___ Task material ___

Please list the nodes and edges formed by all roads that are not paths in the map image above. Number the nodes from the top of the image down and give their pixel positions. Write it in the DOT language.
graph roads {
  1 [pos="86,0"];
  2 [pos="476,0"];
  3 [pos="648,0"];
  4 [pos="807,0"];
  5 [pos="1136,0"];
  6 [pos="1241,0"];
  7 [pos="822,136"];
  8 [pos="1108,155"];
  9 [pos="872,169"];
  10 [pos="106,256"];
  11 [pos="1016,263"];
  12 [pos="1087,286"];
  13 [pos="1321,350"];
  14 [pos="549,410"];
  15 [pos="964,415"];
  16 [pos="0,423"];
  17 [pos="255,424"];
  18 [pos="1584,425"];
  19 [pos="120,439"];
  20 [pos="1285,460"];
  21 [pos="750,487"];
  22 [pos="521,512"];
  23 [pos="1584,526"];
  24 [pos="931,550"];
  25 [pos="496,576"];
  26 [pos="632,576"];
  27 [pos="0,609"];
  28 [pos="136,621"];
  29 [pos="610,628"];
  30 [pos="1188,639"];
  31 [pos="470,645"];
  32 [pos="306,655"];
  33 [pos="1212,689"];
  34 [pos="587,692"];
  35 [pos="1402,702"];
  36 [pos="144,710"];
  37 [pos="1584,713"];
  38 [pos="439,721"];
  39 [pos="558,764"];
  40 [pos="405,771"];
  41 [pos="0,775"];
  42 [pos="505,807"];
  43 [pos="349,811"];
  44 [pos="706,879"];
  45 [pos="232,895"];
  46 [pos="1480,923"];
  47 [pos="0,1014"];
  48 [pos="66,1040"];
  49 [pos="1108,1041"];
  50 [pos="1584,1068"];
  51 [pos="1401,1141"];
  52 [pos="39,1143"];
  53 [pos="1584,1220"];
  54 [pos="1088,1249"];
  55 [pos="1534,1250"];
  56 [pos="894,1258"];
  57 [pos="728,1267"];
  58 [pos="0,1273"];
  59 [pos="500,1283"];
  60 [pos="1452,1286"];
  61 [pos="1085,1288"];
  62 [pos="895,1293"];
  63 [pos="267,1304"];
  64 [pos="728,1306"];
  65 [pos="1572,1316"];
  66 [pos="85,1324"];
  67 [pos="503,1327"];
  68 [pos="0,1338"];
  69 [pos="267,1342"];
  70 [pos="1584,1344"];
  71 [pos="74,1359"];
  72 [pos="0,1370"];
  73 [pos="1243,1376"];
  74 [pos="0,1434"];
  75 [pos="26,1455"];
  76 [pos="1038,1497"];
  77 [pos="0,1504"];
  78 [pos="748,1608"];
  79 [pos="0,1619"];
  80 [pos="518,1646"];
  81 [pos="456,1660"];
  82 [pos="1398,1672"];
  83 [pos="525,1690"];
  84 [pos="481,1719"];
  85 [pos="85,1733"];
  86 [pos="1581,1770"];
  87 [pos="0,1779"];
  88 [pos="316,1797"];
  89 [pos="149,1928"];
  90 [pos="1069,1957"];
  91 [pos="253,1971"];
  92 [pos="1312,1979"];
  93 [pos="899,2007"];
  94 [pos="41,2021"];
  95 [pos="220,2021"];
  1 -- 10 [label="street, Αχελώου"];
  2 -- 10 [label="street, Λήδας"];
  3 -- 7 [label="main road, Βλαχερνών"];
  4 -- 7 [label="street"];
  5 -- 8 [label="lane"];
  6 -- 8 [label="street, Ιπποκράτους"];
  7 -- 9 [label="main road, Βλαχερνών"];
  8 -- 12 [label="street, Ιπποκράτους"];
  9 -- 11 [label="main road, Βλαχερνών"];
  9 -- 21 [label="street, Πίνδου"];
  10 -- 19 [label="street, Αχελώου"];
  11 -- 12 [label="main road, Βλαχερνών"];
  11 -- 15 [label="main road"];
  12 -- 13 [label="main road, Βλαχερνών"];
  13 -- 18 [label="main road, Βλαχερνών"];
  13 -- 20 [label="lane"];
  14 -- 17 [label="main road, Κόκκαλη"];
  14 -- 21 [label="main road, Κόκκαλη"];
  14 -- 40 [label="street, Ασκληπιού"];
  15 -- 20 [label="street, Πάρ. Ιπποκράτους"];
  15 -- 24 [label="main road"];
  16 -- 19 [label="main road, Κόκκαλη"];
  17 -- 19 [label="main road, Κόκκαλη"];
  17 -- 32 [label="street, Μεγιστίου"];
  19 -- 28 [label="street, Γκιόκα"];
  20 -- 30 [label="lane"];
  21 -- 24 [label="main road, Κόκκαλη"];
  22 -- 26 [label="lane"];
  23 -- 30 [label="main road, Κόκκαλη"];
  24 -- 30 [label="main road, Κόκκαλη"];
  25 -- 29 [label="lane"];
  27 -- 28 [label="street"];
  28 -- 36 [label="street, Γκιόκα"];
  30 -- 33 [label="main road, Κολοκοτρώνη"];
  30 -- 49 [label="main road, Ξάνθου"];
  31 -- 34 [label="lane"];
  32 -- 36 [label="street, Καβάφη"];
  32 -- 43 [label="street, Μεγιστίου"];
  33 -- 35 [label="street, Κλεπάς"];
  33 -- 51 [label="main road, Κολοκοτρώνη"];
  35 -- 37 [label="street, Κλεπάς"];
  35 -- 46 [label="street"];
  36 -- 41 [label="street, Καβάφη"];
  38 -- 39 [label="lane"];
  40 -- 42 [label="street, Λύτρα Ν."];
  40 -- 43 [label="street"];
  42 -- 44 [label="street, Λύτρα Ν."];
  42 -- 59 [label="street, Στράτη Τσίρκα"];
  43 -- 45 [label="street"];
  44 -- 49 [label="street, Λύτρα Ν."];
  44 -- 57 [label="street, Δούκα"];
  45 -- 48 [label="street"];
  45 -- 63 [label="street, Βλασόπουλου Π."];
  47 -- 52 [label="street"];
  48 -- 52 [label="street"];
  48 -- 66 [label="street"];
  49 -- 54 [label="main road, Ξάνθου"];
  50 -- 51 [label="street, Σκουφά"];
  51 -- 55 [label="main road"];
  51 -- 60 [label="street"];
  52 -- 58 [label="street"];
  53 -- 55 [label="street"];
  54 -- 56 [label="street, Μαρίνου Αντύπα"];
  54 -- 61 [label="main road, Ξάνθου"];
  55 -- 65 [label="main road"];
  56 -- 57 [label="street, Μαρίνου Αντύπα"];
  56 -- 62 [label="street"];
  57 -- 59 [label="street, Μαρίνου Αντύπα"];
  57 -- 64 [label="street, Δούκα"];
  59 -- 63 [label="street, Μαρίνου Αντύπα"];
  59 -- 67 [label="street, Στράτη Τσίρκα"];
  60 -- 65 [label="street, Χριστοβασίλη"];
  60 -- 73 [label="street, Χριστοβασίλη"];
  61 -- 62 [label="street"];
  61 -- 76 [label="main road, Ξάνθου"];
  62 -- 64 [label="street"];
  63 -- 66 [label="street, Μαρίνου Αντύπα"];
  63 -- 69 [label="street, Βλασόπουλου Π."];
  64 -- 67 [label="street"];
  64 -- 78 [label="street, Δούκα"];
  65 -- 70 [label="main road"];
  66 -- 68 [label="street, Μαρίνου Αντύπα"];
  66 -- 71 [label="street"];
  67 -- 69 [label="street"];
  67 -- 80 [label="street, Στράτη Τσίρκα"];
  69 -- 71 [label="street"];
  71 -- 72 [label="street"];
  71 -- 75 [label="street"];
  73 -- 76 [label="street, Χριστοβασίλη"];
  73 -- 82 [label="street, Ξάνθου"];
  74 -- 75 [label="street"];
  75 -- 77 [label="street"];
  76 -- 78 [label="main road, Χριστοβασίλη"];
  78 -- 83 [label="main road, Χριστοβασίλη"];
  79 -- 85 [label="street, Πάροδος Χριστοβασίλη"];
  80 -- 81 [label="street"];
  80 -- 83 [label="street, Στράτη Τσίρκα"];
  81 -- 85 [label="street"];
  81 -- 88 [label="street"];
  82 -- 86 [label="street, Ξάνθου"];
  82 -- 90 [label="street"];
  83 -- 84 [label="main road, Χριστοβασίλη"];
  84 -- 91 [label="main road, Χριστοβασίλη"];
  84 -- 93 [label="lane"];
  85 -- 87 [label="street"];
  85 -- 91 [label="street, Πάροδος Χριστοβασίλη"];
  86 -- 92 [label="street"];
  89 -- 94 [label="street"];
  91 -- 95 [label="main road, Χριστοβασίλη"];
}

___

Filter the entries above and return only the lines holding "Αντύπα".

Answer section |
  54 -- 56 [label="street, Μαρίνου Αντύπα"];
  56 -- 57 [label="street, Μαρίνου Αντύπα"];
  57 -- 59 [label="street, Μαρίνου Αντύπα"];
  59 -- 63 [label="street, Μαρίνου Αντύπα"];
  63 -- 66 [label="street, Μαρίνου Αντύπα"];
  66 -- 68 [label="street, Μαρίνου Αντύπα"];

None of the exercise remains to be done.